1. Yes, I am using this as an example of how an anti-debugging implementation can be strengthened relative to the simple approach. Depending on PEB!BeingDebugged in any way is extremely weak, even when strengthened via this approach, but the fact that it becomes slightly better than the simple checking approach means it’s still an appropriate example.

2. Allowing any one part of the protection to stand on its own makes it easy to remove, so even if this approach was used as part of some scheme, it would have to be covered with multiple layers of protection (timing and integrity checks, for example).

That being said, simply clearing the flag will not bypass this particular implementation. See the article again. It’s using something like stack cookies, where PEB!BeingDebugged would be set to a random value between 2 and 255 and used as an offset into a jump table filled with some invalid targets, as well as one valid one.
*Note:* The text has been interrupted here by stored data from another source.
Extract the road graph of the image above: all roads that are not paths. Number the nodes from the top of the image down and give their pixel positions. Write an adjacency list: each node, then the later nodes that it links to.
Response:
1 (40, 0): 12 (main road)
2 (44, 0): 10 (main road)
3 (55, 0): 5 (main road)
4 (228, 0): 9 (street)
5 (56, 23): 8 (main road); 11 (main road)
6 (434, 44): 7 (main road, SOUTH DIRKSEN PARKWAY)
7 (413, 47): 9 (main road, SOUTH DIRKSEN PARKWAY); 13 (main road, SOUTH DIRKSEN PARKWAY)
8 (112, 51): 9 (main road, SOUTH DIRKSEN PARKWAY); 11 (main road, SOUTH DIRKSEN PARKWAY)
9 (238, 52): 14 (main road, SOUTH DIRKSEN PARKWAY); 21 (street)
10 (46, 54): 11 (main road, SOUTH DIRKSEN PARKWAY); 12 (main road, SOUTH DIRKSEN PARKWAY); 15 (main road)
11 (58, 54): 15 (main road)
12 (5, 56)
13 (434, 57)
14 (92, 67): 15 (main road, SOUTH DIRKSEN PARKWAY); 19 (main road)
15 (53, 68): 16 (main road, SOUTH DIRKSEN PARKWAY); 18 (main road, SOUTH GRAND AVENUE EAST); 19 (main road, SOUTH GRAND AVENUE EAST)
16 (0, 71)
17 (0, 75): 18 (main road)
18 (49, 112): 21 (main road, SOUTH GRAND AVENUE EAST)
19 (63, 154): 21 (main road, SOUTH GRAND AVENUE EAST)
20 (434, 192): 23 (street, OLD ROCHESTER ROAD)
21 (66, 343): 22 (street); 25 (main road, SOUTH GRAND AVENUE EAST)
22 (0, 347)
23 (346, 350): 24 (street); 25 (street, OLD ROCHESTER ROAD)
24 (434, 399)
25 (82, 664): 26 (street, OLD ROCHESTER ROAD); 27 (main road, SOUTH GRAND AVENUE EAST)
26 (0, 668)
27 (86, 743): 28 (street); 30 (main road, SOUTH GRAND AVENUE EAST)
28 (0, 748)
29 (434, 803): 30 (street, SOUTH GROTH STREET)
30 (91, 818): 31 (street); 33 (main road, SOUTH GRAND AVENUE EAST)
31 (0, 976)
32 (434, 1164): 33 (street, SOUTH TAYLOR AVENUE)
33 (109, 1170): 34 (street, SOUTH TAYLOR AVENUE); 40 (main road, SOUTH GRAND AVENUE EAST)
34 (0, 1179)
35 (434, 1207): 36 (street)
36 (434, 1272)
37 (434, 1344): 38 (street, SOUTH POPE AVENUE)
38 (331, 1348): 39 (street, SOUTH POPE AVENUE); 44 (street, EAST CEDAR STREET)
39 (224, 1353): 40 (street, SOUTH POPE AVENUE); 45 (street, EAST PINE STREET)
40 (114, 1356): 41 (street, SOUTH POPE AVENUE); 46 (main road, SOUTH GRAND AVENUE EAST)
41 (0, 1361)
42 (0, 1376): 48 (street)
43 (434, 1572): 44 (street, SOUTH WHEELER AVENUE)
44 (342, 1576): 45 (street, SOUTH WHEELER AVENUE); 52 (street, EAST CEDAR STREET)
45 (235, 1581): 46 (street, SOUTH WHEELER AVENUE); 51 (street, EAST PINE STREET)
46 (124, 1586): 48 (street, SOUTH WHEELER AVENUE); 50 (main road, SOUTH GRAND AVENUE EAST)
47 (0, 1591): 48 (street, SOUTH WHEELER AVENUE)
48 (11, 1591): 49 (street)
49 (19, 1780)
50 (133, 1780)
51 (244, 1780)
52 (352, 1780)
So even though you could attach early, the OS would overwrite PEB!BeingDebugged with 1 as soon as you attached. Then when you tried to read the actual value, you wouldn’t find it.

So my point that you’d have to use another way to read the original value of PEB!BeingDebugged is still valid. Since it’s only a byte, it could be brute-forced if you knew this was being done, but it is still stronger than a simple comparison. That’s the main point of this article.

There’s still an open question about how to initialize PEB!BeingDebugged before a debugger could attach. Rather than spending a lot of time on this one, consider other ways to accomplish the same thing. Of course it’s better to start with a stronger anti-debug check, then strengthen it further by using up a resource instead of a simple comparison. Still, this is a fun thought experiment.

]]>